- [What you will do]: Scan the listing below for the word "Raya" and state how many lines hold it. Write nothing but the number.

- [Extracted information]:
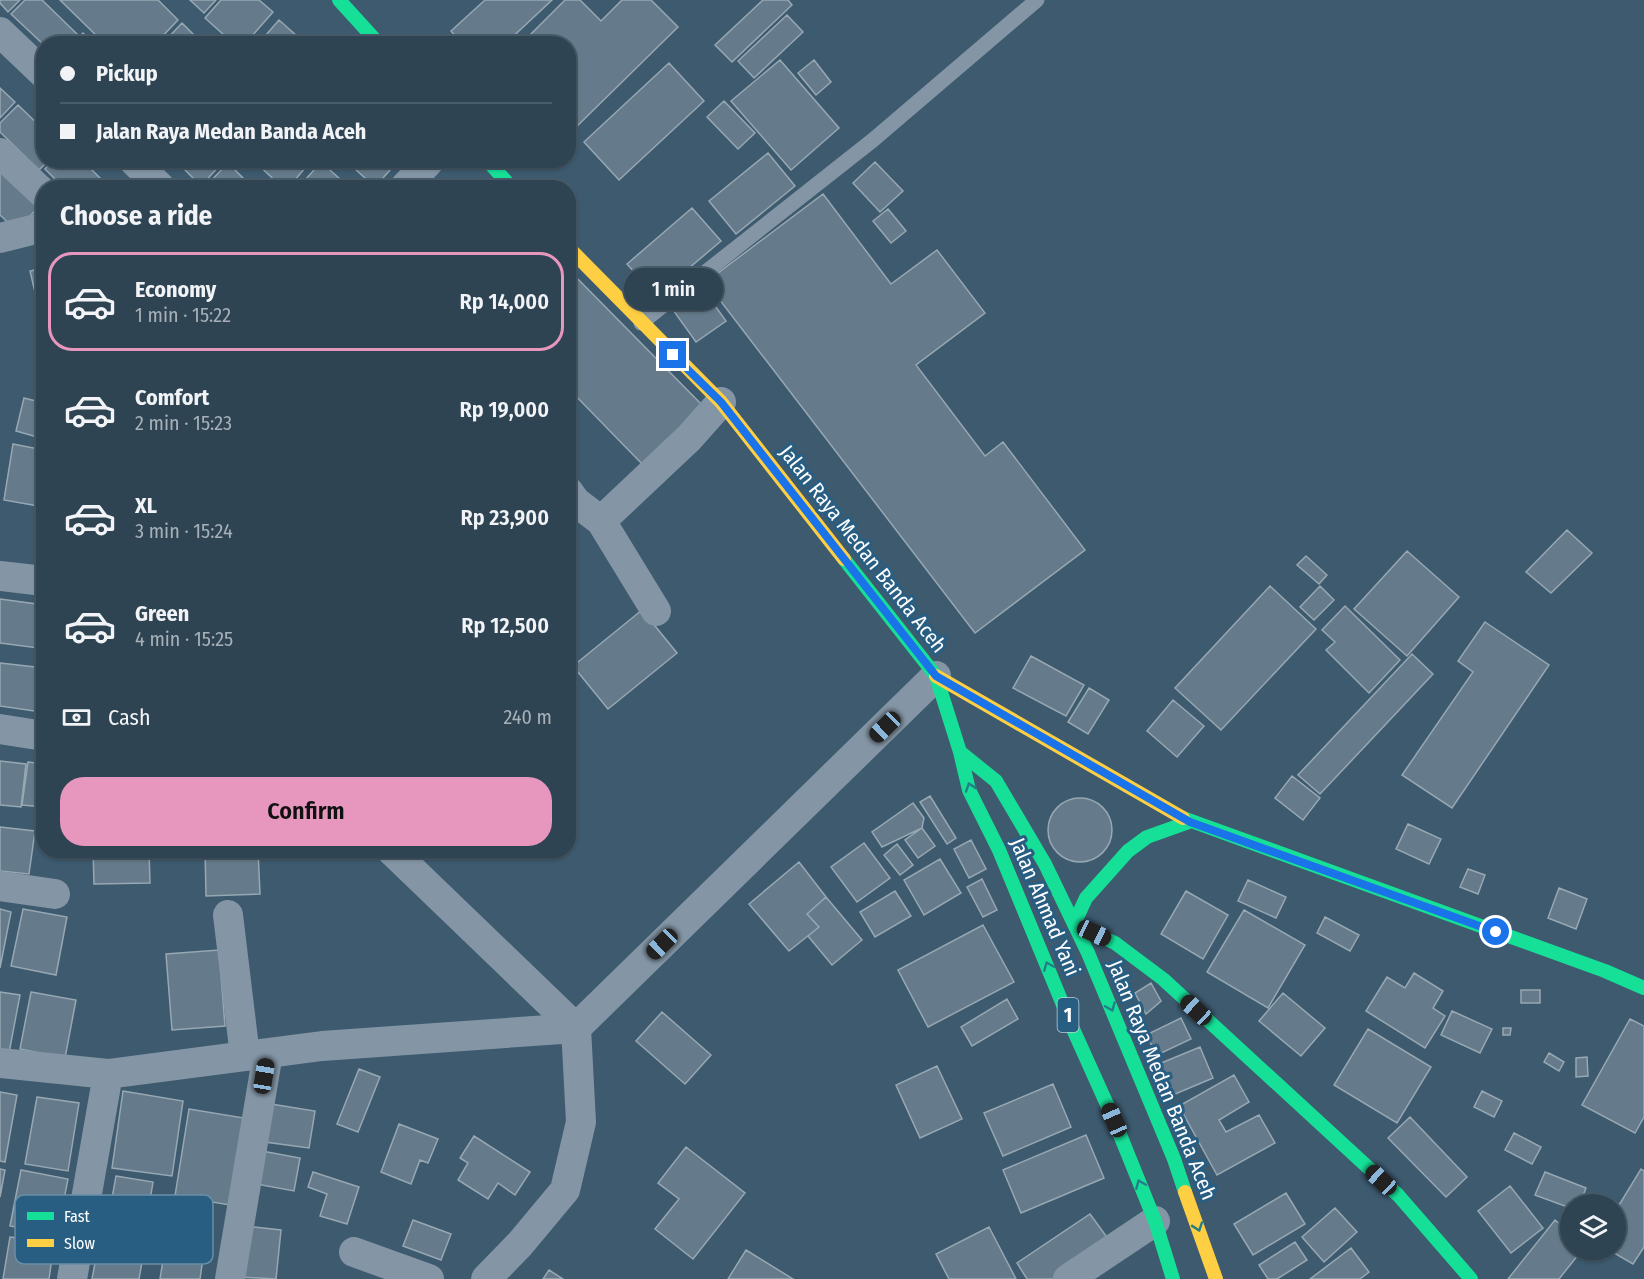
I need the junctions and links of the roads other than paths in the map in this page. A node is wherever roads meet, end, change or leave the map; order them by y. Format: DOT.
graph roads {
  1 [pos="339,0"];
  2 [pos="1037,0"];
  3 [pos="0,32"];
  4 [pos="372,36"];
  5 [pos="36,66"];
  6 [pos="0,153"];
  7 [pos="141,168"];
  8 [pos="423,168"];
  9 [pos="494,168"];
  10 [pos="153,180"];
  11 [pos="411,180"];
  12 [pos="505,180"];
  13 [pos="36,187"];
  14 [pos="36,229"];
  15 [pos="0,238"];
  16 [pos="576,255"];
  17 [pos="641,323"];
  18 [pos="721,402"];
  19 [pos="576,502"];
  20 [pos="601,521"];
  21 [pos="0,576"];
  22 [pos="36,580"];
  23 [pos="656,611"];
  24 [pos="936,676"];
  25 [pos="0,729"];
  26 [pos="36,735"];
  27 [pos="960,752"];
  28 [pos="1190,822"];
  29 [pos="399,858"];
  30 [pos="0,886"];
  31 [pos="56,894"];
  32 [pos="228,915"];
  33 [pos="1074,924"];
  34 [pos="1644,988"];
  35 [pos="576,1028"];
  36 [pos="256,1054"];
  37 [pos="0,1063"];
  38 [pos="108,1074"];
  39 [pos="87,1195"];
  40 [pos="1155,1221"];
  41 [pos="354,1252"];
  42 [pos="75,1264"];
  43 [pos="72,1279"];
  44 [pos="230,1279"];
  45 [pos="429,1279"];
  46 [pos="486,1279"];
  47 [pos="1068,1279"];
  48 [pos="1173,1279"];
  49 [pos="1216,1279"];
  50 [pos="1471,1279"];
  1 -- 4 [label="main road"];
  2 -- 17 [label="lane"];
  3 -- 5 [label="street"];
  6 -- 13 [label="street"];
  7 -- 10 [label="street"];
  8 -- 11 [label="street"];
  9 -- 12 [label="main road"];
  14 -- 15 [label="street"];
  16 -- 17 [label="main road, Jalan Raya Medan Banda Aceh / 1"];
  17 -- 18 [label="main road, Jalan Raya Medan Banda Aceh / 1"];
  18 -- 20 [label="street"];
  18 -- 24 [label="main road, Jalan Raya Medan Banda Aceh / 1"];
  19 -- 20 [label="street"];
  20 -- 23 [label="street"];
  21 -- 22 [label="street"];
  24 -- 27 [label="main road, Jalan Raya Medan Banda Aceh / 1"];
  24 -- 28 [label="main road"];
  24 -- 35 [label="street"];
  25 -- 26 [label="street"];
  27 -- 33 [label="main road, Jalan Raya Medan Banda Aceh / 1"];
  40 -- 27 [label="main road, Jalan Ahmad Yani / 1, one-way"];
  28 -- 33 [label="main road"];
  28 -- 34 [label="main road"];
  29 -- 35 [label="street"];
  30 -- 31 [label="street"];
  32 -- 36 [label="street"];
  33 -- 49 [label="main road, Jalan Raya Medan Banda Aceh / 1, one-way"];
  33 -- 50 [label="main road"];
  35 -- 36 [label="street"];
  35 -- 46 [label="street"];
  36 -- 38 [label="street"];
  36 -- 44 [label="street"];
  37 -- 38 [label="street"];
  38 -- 39 [label="street"];
  40 -- 47 [label="street"];
  40 -- 48 [label="main road, Jalan Ahmad Yani / 1"];
  41 -- 45 [label="street"];
  42 -- 43 [label="street"];
}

- [Response to this task]: 6